> **INSTRUCTIONS TO FOLLOW**: Whenever a picture appears in the data, skip it and write out all other material exactly.

======== DATA PROVIDED ========

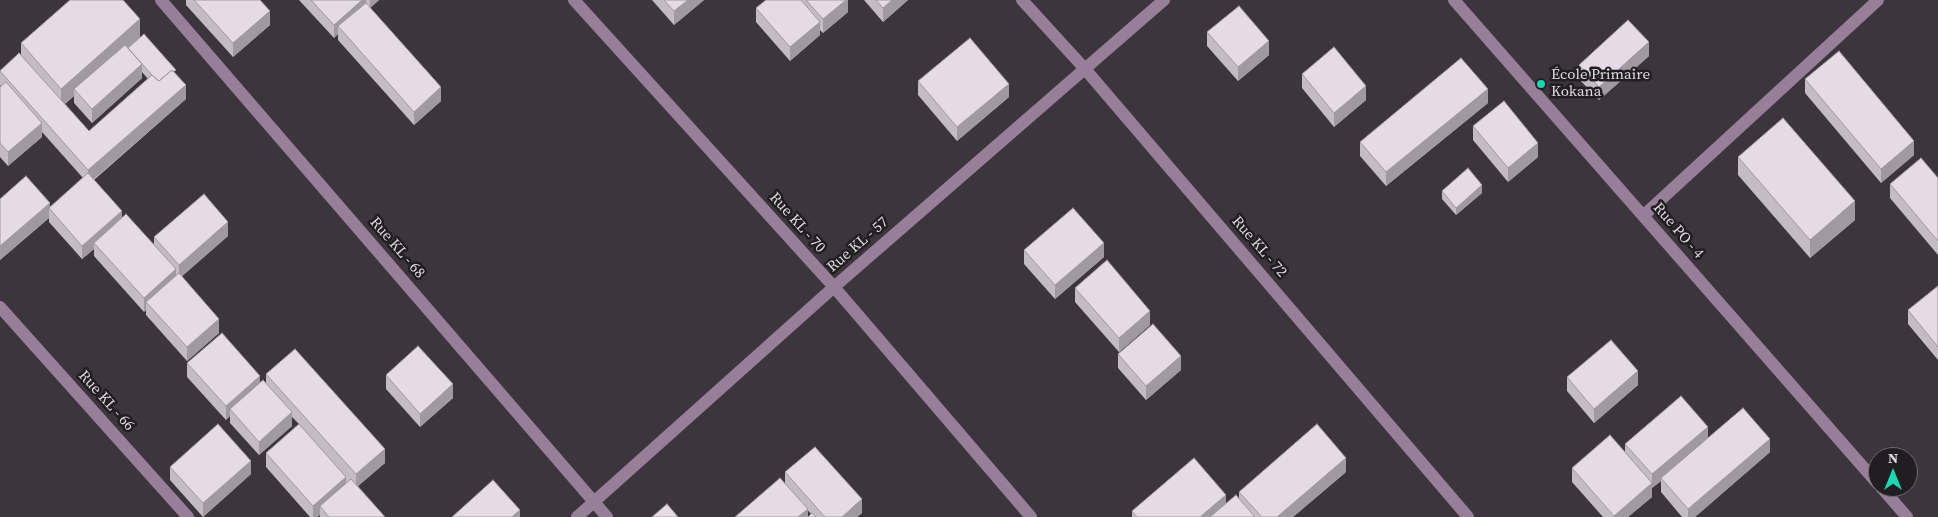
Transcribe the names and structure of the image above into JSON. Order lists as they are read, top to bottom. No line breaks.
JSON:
{"streets":{"street":["Rue KL - 70","Rue PO - 4","Rue KL - 57","Rue KL - 72","Rue KL - 68","Rue KL - 66"]},"crossings":[["Rue KL - 70","Rue KL - 57"],["Rue KL - 57","Rue KL - 72"],["Rue KL - 57","Rue KL - 68"]],"places":["École Primaire Kokana"],"north":"top"}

========

> **SOLUTION**:
Transcribe the names and structure of the image above into JSON. Order lists as they are read, top to bottom. No line breaks.
JSON:
{"streets":{"street":["Rue KL - 70","Rue PO - 4","Rue KL - 57","Rue KL - 72","Rue KL - 68","Rue KL - 66"]},"crossings":[["Rue KL - 70","Rue KL - 57"],["Rue KL - 57","Rue KL - 72"],["Rue KL - 57","Rue KL - 68"]],"places":["École Primaire Kokana"],"north":"top"}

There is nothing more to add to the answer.